What the exercise asks: Across the material below, count the lines that include the word "controls" and give only that count.

Provided material:
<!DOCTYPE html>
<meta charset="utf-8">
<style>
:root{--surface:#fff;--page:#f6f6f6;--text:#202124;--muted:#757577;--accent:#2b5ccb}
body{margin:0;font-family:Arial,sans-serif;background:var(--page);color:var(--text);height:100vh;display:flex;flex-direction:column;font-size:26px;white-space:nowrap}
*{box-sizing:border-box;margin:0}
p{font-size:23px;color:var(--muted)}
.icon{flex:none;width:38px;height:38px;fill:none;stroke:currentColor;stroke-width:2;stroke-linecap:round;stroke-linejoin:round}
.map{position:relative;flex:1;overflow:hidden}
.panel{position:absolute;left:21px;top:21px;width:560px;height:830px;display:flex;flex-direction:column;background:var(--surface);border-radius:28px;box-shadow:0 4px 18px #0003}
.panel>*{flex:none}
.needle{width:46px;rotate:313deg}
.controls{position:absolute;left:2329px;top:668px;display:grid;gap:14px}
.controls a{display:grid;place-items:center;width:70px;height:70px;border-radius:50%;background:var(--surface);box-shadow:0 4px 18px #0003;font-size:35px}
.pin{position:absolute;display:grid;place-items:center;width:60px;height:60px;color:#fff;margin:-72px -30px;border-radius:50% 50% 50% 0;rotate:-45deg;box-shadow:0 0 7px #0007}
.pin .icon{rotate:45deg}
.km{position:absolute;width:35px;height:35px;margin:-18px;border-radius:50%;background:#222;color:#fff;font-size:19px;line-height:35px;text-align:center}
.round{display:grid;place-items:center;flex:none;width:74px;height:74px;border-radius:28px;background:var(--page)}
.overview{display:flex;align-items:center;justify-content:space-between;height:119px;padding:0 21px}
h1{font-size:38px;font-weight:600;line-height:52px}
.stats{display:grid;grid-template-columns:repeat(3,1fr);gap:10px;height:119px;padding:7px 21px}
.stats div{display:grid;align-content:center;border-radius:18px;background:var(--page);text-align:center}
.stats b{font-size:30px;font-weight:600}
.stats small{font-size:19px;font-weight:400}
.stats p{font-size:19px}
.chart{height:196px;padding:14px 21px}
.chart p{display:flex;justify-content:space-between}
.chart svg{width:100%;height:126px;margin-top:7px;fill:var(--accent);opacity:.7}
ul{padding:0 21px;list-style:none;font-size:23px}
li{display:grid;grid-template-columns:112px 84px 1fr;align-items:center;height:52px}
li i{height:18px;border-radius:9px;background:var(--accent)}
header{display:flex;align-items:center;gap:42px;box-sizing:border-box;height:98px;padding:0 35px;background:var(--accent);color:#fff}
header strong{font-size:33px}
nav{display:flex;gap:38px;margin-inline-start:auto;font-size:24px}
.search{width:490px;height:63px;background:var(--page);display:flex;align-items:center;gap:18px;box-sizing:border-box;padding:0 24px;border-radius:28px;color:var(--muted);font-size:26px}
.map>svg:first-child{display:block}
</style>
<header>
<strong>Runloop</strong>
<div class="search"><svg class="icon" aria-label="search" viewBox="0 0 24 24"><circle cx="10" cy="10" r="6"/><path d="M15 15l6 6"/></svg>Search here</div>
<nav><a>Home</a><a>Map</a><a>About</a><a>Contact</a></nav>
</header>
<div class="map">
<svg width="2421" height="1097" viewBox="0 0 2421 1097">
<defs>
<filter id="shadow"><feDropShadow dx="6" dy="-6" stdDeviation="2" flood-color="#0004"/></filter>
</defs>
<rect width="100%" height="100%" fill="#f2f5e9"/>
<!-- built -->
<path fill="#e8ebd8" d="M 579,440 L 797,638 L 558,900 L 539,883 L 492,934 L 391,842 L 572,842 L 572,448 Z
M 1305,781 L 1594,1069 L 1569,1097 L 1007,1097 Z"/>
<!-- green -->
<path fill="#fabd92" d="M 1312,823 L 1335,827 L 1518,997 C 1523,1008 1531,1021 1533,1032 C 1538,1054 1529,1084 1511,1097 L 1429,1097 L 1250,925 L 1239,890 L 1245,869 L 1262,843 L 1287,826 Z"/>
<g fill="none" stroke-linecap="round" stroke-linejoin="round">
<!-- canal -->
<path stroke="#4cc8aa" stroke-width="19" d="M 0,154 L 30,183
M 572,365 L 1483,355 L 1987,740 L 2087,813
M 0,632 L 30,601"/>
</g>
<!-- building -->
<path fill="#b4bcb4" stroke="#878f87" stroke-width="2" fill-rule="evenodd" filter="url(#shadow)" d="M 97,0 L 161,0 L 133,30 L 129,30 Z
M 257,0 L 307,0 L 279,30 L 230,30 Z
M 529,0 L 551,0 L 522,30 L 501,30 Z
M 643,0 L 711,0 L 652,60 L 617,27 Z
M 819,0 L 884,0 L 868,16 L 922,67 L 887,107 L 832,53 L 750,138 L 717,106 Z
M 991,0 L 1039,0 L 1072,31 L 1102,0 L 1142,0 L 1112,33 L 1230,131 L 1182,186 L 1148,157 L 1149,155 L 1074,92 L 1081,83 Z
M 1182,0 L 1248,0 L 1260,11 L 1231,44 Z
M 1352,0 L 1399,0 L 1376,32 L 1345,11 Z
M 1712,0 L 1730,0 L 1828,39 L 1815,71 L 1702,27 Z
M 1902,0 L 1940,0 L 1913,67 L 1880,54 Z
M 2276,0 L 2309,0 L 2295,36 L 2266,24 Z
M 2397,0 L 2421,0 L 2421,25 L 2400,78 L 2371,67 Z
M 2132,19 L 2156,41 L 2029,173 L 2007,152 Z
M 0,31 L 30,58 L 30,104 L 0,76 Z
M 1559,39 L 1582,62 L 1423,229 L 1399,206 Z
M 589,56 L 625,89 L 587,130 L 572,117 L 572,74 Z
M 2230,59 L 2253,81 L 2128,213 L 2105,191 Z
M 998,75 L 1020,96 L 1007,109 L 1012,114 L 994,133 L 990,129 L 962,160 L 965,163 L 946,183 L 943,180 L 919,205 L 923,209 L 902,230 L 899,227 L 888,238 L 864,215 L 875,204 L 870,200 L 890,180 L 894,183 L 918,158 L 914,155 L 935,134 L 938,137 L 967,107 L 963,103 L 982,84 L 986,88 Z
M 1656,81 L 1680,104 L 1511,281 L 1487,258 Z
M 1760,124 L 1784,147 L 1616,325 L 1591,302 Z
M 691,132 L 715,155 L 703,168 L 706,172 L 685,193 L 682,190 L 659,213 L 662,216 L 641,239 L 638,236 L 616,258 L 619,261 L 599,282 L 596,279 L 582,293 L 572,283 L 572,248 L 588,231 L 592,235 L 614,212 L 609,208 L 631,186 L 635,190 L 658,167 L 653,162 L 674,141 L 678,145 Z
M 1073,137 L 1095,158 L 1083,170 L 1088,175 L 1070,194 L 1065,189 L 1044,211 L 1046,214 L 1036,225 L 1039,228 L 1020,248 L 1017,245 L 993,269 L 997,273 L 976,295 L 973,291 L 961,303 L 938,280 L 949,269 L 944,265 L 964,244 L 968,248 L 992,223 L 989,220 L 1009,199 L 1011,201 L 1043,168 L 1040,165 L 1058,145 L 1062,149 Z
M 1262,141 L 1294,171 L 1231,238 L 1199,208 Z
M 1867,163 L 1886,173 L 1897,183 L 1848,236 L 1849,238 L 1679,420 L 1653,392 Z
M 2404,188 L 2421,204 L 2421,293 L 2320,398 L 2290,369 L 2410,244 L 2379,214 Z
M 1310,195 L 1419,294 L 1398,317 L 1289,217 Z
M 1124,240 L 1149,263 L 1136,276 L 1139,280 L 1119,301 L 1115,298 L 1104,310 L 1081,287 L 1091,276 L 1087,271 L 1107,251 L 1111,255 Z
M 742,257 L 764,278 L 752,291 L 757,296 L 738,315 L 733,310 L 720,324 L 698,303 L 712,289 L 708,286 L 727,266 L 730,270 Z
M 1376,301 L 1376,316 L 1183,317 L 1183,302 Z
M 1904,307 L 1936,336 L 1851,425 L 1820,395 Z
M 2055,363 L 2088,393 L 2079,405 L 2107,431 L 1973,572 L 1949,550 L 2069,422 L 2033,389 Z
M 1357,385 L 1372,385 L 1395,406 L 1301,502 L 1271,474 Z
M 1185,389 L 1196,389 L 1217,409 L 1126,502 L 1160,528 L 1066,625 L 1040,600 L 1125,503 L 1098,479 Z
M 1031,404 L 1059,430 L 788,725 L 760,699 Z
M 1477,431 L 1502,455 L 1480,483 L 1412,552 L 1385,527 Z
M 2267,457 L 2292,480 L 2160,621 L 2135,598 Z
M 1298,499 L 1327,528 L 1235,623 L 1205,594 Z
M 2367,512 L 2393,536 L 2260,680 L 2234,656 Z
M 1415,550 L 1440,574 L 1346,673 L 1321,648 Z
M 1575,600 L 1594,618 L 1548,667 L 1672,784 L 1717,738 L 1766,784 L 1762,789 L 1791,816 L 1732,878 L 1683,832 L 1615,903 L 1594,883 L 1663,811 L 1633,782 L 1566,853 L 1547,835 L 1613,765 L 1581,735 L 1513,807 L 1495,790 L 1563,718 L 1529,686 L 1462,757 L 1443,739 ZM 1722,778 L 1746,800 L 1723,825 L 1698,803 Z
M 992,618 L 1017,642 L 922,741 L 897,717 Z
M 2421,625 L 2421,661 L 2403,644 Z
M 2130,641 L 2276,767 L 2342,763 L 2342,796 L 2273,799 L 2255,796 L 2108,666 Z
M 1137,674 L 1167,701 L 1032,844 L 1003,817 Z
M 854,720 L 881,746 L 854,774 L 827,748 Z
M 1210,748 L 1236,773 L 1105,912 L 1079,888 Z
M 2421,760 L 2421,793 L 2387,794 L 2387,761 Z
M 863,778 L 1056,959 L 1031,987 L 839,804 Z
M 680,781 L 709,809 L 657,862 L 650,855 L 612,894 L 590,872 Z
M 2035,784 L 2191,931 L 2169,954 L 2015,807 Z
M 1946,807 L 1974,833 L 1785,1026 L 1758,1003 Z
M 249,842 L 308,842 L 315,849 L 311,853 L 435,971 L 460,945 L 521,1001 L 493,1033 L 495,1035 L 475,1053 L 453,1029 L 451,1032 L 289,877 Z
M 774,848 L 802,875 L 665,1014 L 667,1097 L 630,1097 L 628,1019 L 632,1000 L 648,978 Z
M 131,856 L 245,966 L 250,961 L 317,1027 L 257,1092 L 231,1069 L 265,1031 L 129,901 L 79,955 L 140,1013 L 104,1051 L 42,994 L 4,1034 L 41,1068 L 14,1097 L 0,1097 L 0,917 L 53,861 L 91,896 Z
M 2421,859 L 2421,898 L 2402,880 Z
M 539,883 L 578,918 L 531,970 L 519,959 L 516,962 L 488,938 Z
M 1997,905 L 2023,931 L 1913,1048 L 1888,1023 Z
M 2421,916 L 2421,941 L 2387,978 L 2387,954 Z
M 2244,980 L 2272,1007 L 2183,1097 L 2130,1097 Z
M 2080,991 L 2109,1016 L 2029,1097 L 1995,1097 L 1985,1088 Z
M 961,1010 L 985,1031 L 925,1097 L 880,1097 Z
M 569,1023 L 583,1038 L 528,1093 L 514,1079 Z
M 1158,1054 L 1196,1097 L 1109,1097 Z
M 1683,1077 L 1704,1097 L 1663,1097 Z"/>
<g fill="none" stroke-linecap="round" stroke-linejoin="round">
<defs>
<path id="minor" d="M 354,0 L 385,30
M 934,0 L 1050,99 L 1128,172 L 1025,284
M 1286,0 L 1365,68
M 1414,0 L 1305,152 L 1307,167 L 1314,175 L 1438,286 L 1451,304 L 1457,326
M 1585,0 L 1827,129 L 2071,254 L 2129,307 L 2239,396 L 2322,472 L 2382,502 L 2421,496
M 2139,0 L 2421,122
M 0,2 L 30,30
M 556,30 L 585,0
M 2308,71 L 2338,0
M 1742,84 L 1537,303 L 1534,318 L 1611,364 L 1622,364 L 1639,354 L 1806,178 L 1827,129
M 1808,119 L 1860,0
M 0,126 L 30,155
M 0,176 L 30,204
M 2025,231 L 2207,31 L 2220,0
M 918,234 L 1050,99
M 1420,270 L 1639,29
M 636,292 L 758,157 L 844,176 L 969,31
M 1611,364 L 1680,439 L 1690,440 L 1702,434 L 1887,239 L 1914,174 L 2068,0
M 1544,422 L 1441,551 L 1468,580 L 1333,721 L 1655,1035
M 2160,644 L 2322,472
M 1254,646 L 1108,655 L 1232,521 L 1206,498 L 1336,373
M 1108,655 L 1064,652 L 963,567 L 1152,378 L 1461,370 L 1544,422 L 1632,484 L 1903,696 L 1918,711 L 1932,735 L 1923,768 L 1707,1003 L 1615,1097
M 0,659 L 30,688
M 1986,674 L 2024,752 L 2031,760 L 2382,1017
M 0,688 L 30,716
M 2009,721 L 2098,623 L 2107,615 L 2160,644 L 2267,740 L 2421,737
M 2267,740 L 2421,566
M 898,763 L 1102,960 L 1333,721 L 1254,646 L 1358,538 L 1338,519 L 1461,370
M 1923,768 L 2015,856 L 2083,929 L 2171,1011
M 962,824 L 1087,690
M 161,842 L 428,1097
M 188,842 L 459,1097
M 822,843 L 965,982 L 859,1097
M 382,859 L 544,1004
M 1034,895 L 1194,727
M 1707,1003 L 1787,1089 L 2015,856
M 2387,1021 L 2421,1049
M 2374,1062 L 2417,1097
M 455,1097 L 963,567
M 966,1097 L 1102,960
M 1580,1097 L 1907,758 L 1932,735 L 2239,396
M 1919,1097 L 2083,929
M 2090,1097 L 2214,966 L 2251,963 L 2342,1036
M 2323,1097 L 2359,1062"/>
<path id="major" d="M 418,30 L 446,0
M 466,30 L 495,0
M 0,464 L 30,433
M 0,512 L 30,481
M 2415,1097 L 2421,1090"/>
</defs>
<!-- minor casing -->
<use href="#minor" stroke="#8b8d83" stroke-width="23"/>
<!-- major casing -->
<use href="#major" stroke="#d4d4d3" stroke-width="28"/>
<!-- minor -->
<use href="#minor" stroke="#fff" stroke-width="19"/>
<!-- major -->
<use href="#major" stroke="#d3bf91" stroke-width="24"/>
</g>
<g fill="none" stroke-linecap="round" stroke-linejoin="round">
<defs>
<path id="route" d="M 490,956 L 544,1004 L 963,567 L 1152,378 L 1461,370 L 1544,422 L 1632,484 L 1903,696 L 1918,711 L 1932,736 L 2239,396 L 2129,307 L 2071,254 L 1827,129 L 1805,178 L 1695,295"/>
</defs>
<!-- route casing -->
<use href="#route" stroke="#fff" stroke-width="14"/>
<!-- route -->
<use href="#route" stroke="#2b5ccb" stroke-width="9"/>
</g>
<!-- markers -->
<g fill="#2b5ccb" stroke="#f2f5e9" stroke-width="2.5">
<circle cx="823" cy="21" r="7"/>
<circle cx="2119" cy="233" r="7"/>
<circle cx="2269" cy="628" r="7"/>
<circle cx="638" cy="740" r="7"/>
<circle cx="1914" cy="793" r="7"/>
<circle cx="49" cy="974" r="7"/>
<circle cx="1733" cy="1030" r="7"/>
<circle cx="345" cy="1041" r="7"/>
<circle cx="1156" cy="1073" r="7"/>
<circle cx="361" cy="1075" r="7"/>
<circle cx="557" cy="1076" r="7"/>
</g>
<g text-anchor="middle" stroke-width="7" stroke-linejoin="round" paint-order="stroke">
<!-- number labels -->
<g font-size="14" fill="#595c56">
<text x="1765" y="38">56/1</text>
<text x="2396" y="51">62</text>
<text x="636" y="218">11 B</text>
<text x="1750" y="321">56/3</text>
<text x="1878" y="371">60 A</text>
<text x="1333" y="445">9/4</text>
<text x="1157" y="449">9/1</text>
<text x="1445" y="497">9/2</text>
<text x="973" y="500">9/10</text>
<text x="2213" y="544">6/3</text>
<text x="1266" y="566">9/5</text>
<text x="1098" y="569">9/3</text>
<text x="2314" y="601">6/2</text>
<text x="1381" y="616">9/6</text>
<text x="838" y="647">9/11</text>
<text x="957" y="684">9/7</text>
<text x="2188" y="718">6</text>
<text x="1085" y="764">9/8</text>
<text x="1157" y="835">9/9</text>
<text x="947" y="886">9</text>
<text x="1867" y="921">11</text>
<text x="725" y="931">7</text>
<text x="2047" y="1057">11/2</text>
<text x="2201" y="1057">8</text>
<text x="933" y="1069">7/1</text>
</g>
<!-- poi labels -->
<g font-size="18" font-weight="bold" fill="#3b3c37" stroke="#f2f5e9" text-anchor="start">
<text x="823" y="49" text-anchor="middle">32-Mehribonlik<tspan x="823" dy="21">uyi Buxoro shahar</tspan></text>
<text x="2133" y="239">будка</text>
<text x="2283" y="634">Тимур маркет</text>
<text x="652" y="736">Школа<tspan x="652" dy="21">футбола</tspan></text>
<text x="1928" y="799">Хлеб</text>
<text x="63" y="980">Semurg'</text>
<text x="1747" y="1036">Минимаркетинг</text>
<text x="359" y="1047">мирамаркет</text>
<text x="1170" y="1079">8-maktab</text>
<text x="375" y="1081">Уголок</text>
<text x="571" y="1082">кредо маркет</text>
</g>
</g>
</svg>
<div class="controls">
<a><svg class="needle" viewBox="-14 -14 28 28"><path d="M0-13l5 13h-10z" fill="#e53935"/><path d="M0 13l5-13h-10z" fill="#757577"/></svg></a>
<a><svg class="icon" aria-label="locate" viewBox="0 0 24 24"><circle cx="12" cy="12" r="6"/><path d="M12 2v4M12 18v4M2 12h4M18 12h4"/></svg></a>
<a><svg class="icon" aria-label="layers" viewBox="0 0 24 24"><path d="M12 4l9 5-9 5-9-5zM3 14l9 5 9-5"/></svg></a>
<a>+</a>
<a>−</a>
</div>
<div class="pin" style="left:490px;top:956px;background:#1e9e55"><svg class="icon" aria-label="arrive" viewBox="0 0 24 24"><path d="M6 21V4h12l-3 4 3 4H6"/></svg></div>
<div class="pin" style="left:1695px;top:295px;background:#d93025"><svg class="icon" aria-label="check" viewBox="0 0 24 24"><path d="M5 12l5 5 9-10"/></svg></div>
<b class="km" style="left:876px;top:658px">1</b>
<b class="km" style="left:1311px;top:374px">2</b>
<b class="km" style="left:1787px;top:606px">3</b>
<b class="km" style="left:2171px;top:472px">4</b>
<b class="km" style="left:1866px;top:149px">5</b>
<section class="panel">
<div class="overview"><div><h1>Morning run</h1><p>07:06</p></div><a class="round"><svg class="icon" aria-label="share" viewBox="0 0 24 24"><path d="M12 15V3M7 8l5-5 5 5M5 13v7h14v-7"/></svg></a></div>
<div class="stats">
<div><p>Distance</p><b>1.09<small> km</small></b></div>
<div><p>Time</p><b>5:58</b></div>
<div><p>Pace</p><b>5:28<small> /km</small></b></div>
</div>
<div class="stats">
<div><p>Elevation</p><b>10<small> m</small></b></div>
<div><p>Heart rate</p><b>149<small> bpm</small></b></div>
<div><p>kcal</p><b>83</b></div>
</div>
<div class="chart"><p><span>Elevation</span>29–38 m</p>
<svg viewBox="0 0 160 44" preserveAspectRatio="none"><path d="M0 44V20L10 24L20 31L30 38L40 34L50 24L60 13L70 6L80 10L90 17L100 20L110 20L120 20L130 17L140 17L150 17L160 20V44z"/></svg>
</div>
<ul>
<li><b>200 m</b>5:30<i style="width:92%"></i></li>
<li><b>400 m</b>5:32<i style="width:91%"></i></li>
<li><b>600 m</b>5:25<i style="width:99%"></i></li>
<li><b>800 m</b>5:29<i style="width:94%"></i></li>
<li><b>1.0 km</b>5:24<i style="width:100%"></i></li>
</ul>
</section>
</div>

Result of the task: 3